How do you spend your summers?

I love the beach and try to visit as much as I can. I also enjoy the slower pace of summer which means lazy outdoor meals and reveling in the warmth of the sun. Also add to this list spending time with friends and family in an unhurried way. Travel and, oh yes, good books!

Quick Bits

What are you reading?

I just finished Becoming by Michelle Obama and I loved it.

Listening to?

I listen to all different music. My son just bought the Abbey Road on vinyl and I put that on this morning.


I am more of a movie person than a television show person. On a flight home from Vietnam last week I watched The Green Book, Moana and Life Itself.

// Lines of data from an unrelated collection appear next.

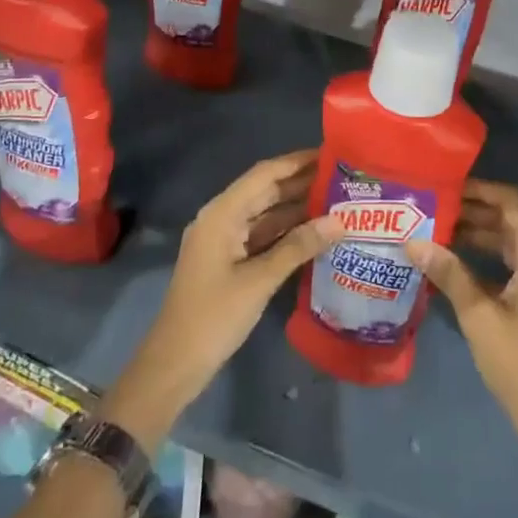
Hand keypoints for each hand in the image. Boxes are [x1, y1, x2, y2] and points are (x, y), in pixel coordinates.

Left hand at [104, 151, 344, 451]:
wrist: (175, 364)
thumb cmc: (214, 316)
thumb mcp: (259, 280)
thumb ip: (299, 247)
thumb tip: (340, 220)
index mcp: (221, 214)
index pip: (264, 174)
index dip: (296, 162)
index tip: (330, 153)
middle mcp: (222, 219)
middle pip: (265, 191)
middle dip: (301, 183)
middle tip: (343, 178)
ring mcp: (224, 241)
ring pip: (266, 215)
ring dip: (297, 208)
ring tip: (338, 201)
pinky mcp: (229, 262)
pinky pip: (262, 237)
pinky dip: (287, 233)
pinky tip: (316, 233)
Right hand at [406, 180, 517, 466]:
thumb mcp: (479, 315)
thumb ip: (448, 272)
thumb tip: (413, 241)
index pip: (510, 202)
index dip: (478, 189)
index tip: (443, 186)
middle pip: (512, 219)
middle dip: (473, 212)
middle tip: (432, 208)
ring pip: (514, 242)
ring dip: (480, 235)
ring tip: (437, 232)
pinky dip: (491, 258)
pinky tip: (457, 265)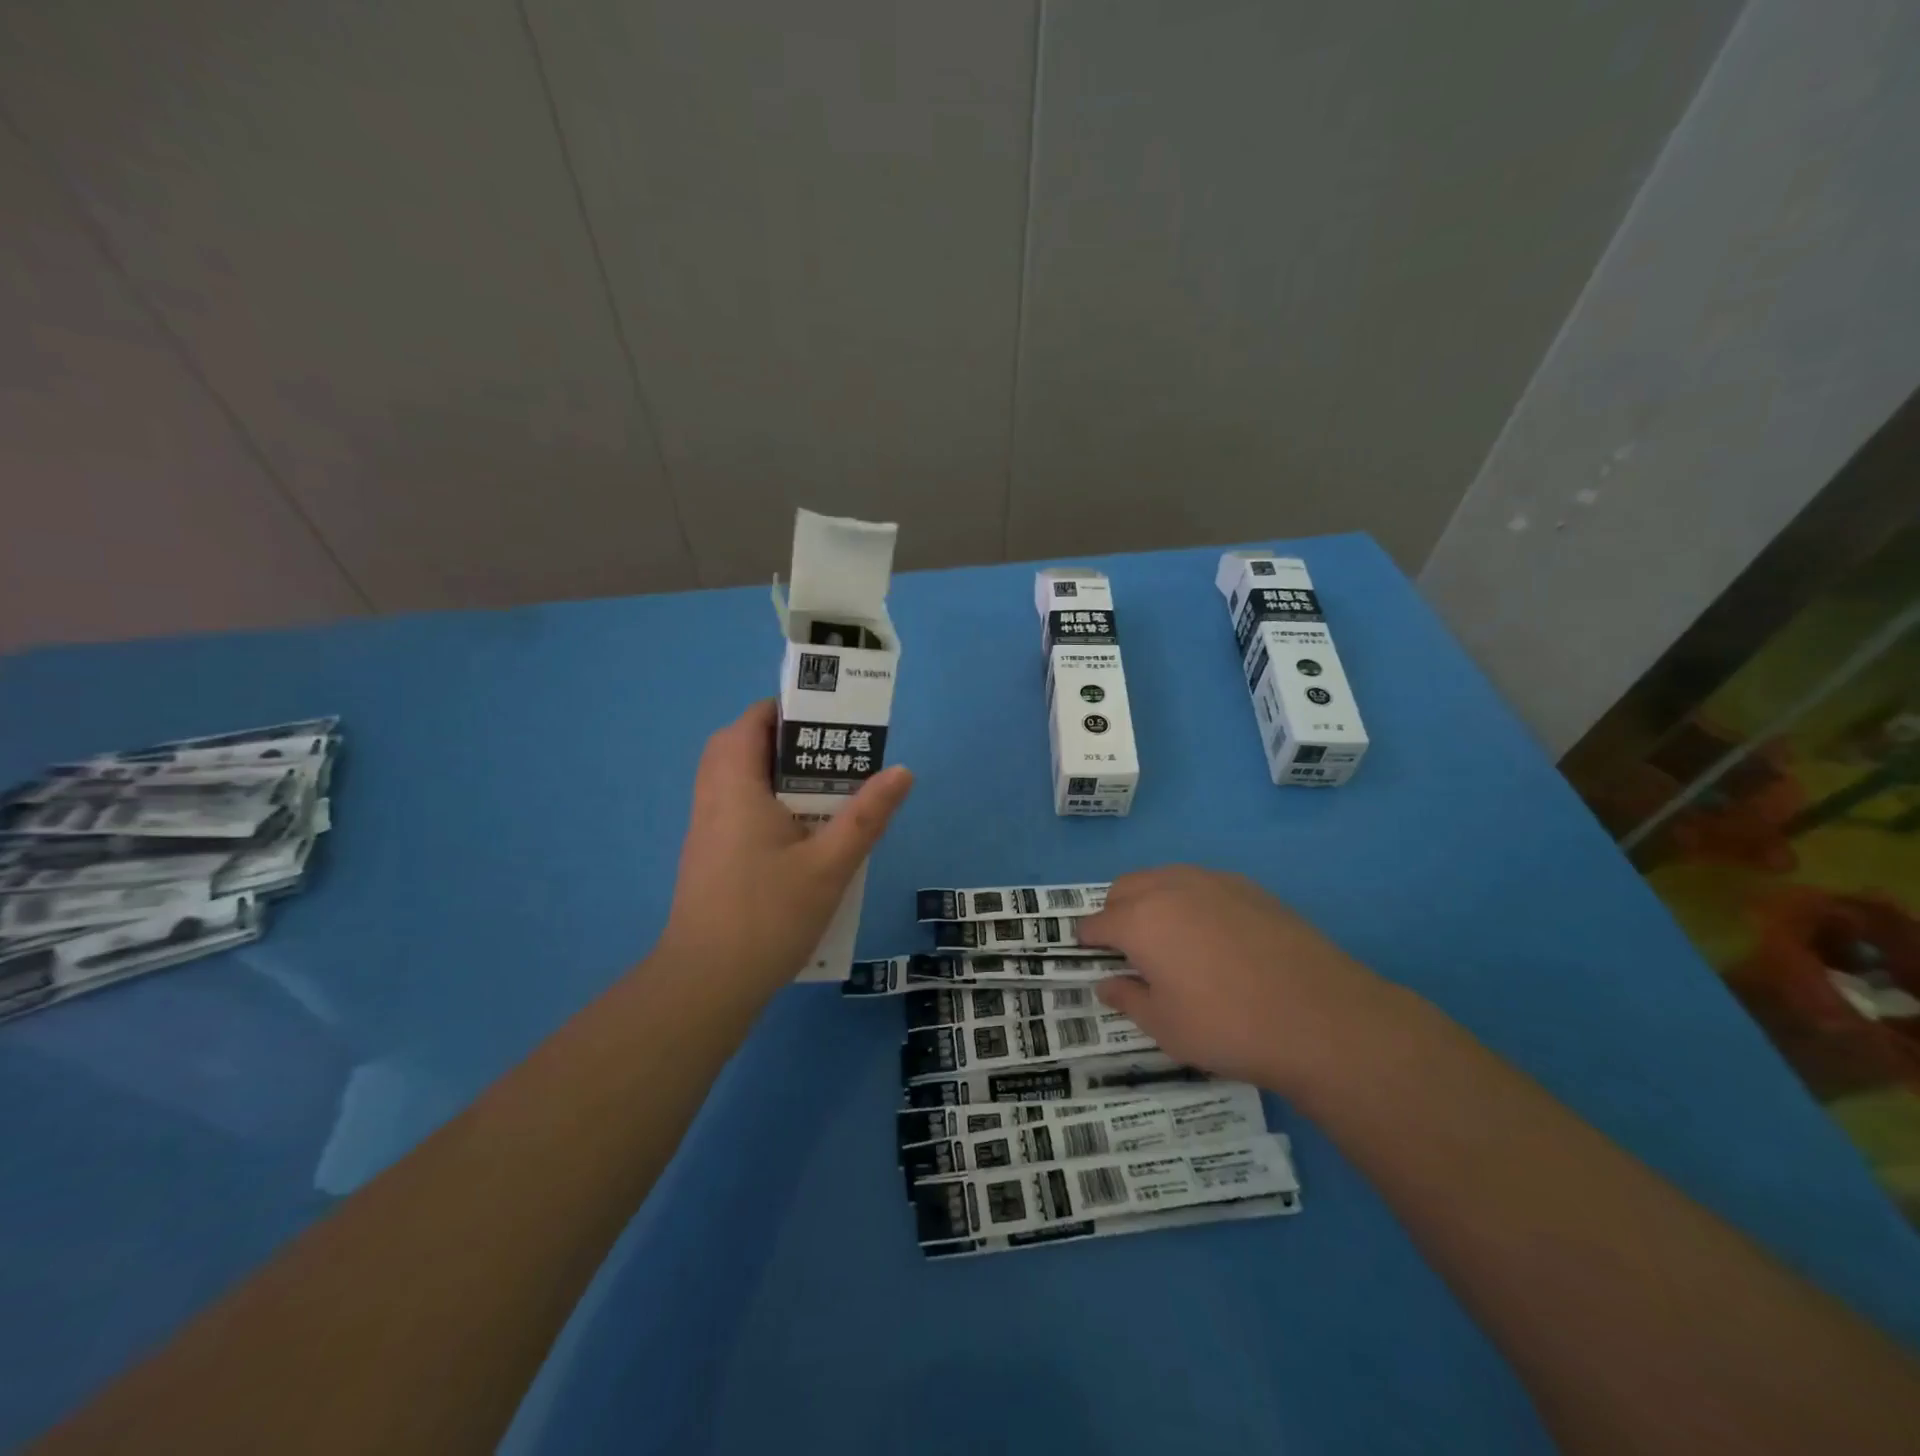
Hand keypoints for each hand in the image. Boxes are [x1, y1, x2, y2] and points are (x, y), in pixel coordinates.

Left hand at [658, 701, 911, 995]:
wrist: (707, 984)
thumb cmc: (769, 915)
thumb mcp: (830, 865)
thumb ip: (867, 816)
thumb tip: (902, 771)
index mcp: (736, 787)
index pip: (750, 723)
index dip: (784, 711)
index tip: (825, 722)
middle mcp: (713, 799)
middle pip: (737, 747)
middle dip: (781, 742)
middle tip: (826, 757)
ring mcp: (705, 831)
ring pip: (734, 781)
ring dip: (772, 775)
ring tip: (821, 793)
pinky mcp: (707, 858)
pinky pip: (733, 810)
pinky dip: (763, 804)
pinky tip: (798, 836)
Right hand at [1081, 866, 1395, 1092]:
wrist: (1321, 1017)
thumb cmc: (1229, 1027)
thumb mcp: (1166, 1028)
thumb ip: (1129, 1000)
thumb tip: (1108, 983)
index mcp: (1140, 921)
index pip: (1096, 923)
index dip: (1087, 941)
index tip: (1089, 957)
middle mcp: (1170, 888)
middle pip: (1124, 889)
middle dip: (1115, 914)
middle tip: (1129, 951)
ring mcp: (1212, 882)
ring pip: (1163, 879)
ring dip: (1151, 901)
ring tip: (1170, 941)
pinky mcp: (1249, 887)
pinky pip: (1202, 884)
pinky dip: (1190, 901)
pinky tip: (1214, 937)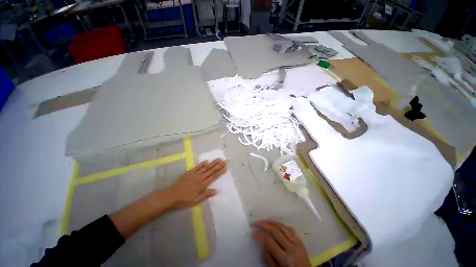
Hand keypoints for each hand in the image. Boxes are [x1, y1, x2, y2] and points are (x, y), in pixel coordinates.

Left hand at [165, 158, 226, 209]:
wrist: (170, 196)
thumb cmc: (183, 201)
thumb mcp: (195, 201)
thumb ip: (206, 195)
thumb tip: (216, 190)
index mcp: (202, 185)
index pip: (213, 176)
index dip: (220, 171)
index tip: (226, 167)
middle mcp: (199, 177)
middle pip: (211, 170)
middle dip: (219, 165)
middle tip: (225, 160)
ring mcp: (194, 174)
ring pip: (205, 167)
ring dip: (213, 163)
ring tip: (219, 159)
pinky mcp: (189, 173)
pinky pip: (197, 167)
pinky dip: (202, 164)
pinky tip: (206, 161)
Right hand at [253, 221, 310, 266]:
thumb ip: (269, 258)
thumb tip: (262, 244)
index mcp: (286, 259)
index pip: (270, 242)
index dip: (260, 236)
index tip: (253, 232)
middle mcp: (292, 249)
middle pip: (276, 231)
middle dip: (265, 225)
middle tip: (256, 222)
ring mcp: (298, 244)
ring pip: (283, 227)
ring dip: (272, 222)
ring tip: (264, 221)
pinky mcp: (301, 241)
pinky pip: (291, 229)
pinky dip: (282, 225)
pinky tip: (277, 225)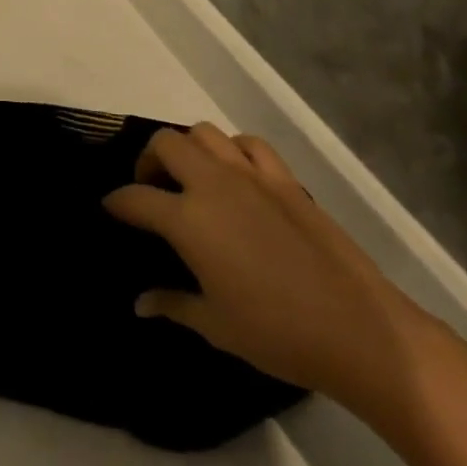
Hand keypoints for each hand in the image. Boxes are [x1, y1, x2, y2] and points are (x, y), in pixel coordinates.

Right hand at [104, 124, 433, 417]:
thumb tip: (140, 302)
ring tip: (191, 177)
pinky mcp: (285, 178)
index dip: (117, 202)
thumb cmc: (277, 333)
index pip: (136, 198)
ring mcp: (251, 175)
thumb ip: (172, 304)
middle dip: (148, 160)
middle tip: (151, 189)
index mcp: (188, 219)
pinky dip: (233, 150)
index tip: (110, 208)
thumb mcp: (215, 325)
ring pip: (205, 132)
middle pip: (165, 144)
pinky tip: (237, 175)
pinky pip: (249, 144)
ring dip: (188, 148)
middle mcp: (213, 183)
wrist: (356, 328)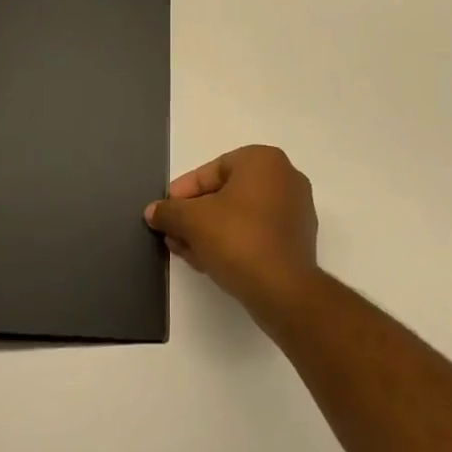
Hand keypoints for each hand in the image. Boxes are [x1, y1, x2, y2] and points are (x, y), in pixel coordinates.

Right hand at [145, 145, 318, 317]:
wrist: (283, 290)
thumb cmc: (238, 239)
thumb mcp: (192, 221)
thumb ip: (169, 211)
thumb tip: (153, 211)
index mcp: (264, 160)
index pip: (212, 170)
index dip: (183, 192)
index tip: (166, 212)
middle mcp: (285, 177)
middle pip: (227, 193)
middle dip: (196, 215)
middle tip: (173, 233)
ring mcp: (296, 209)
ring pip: (241, 215)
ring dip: (210, 231)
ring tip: (185, 251)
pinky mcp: (298, 240)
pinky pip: (257, 232)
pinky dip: (233, 242)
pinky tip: (209, 261)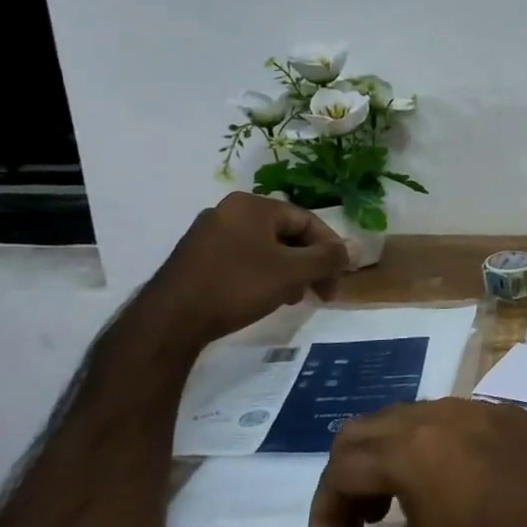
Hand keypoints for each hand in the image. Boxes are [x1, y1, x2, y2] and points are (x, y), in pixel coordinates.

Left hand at [140, 193, 350, 348]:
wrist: (170, 320)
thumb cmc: (238, 286)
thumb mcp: (292, 272)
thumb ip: (328, 258)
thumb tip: (356, 248)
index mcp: (253, 205)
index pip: (307, 221)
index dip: (330, 249)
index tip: (340, 277)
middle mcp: (230, 211)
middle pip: (287, 234)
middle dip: (310, 264)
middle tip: (323, 292)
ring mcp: (209, 233)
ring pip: (266, 249)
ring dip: (290, 272)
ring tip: (296, 298)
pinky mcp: (197, 257)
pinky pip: (244, 258)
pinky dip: (264, 275)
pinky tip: (268, 298)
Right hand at [306, 399, 526, 526]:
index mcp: (414, 449)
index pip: (339, 466)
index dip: (324, 510)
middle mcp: (442, 413)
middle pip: (366, 429)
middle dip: (350, 476)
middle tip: (365, 525)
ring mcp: (481, 407)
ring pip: (407, 416)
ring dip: (388, 456)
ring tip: (403, 507)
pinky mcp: (510, 413)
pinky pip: (449, 416)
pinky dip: (428, 443)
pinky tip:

What’s your ideal Saturday?

Coffee and the paper, early in the morning. Maybe writing a card or a letter to someone, followed by a long walk through our town and in the woods. Then shopping for groceries to cook a meal for people I love.


A full day on a beach.

Favorite local spot?

On campus? I like hanging on the benches next to University Hall.

Favorite Jersey beach?

Seaside Park

Where would you like to travel?

I’ve never been to Greece and would love to visit there someday.

Anything else you’d like to share?

Just a hearty “thank you” for inviting me to share some thoughts and insights!